▶ [REQUIREMENT]: From the entries that follow, report every line in which "roads" occurs.

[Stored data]
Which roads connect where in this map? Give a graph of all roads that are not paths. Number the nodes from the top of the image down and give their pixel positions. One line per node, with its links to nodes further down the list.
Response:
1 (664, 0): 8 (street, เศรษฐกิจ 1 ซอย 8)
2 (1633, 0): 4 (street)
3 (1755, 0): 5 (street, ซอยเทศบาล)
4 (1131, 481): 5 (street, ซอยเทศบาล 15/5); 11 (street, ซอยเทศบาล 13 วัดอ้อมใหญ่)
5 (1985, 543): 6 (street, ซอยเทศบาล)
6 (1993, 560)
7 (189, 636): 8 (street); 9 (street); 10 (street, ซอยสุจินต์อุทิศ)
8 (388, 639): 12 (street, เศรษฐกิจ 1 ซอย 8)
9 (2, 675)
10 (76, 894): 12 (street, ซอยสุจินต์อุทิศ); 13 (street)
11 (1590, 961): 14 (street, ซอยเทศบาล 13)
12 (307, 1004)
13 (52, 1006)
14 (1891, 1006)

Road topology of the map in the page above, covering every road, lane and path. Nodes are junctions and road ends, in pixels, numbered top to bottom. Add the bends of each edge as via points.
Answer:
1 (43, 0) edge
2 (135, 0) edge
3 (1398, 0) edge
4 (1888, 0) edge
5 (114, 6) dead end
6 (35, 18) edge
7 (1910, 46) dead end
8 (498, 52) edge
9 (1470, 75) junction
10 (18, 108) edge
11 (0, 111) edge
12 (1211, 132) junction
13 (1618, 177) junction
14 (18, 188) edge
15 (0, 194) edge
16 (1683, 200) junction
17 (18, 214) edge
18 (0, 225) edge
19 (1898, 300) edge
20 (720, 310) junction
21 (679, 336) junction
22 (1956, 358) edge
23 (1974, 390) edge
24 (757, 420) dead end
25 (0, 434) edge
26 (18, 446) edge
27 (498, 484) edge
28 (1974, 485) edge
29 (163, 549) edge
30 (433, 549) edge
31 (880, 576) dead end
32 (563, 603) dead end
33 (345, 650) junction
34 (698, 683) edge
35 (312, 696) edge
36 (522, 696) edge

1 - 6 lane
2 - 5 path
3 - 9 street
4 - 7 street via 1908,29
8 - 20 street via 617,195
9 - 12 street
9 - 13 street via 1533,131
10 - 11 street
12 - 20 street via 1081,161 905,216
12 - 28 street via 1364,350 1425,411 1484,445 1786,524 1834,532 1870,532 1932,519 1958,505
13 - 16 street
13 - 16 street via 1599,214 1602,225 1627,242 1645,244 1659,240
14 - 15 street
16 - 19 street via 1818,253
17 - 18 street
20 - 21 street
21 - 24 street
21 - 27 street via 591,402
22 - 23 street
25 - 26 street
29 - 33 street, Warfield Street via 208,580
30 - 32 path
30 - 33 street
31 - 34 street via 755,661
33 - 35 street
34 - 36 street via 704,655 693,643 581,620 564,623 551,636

==

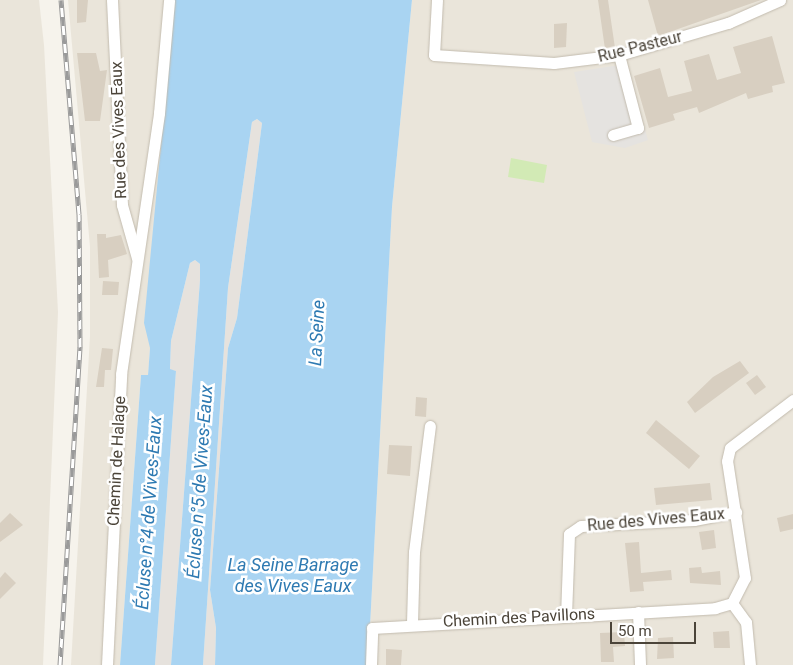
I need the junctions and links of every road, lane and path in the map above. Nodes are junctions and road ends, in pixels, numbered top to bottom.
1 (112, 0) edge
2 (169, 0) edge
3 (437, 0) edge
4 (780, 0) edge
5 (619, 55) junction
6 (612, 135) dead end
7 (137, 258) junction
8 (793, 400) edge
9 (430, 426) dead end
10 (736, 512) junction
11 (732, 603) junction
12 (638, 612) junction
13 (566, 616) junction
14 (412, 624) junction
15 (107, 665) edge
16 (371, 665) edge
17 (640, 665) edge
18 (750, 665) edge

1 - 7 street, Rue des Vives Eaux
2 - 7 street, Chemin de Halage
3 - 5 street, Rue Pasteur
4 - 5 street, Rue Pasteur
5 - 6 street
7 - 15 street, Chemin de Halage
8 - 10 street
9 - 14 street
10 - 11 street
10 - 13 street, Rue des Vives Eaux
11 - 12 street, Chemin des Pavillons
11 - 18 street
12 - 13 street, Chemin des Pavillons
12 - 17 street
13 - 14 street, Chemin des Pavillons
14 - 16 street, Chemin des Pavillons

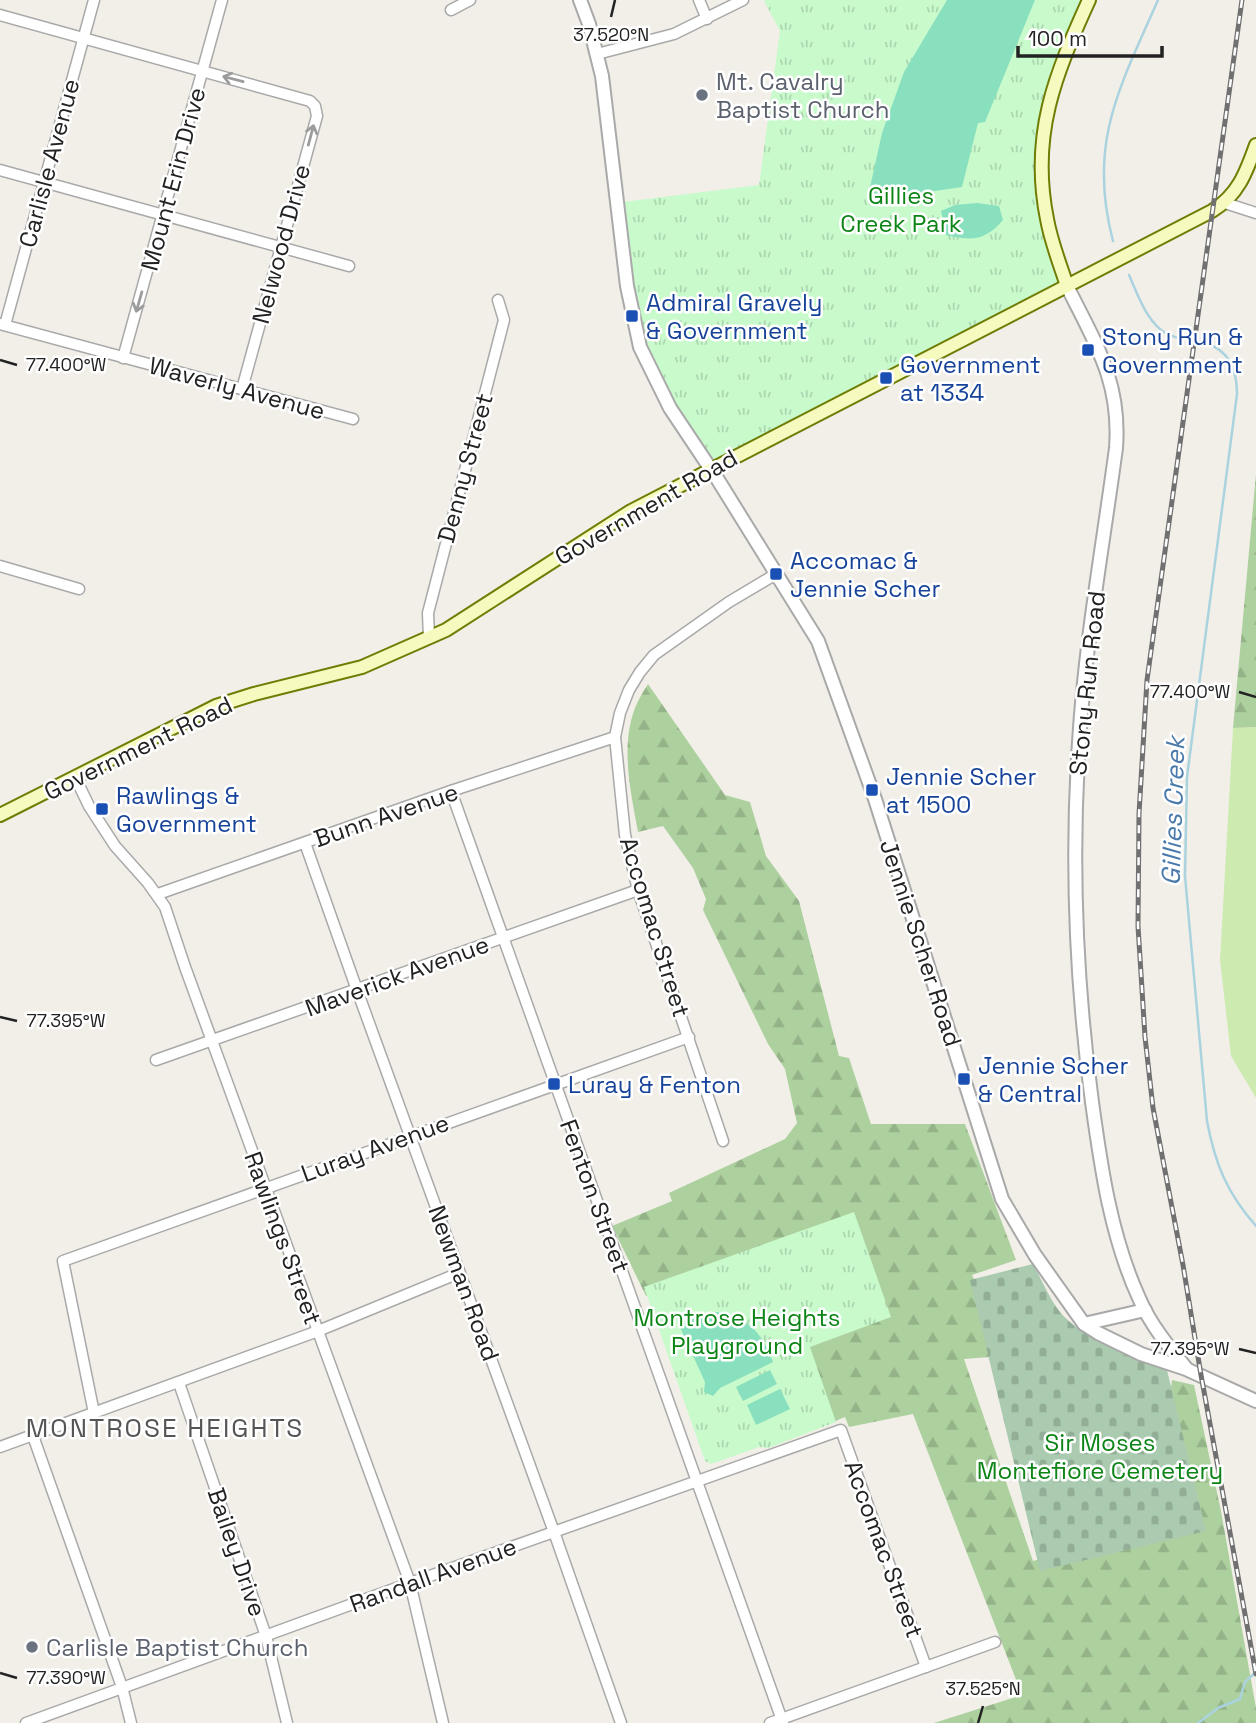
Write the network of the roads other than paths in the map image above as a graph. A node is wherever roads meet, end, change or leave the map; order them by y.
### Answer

▶ [EXPECTED ANSWER]:
Which roads connect where in this map? Give a graph of all roads that are not paths. Number the nodes from the top of the image down and give their pixel positions. One line per node, with its links to nodes further down the list.
Write the network of the roads other than paths in the map image above as a graph. A node is wherever roads meet, end, change or leave the map; order them by y.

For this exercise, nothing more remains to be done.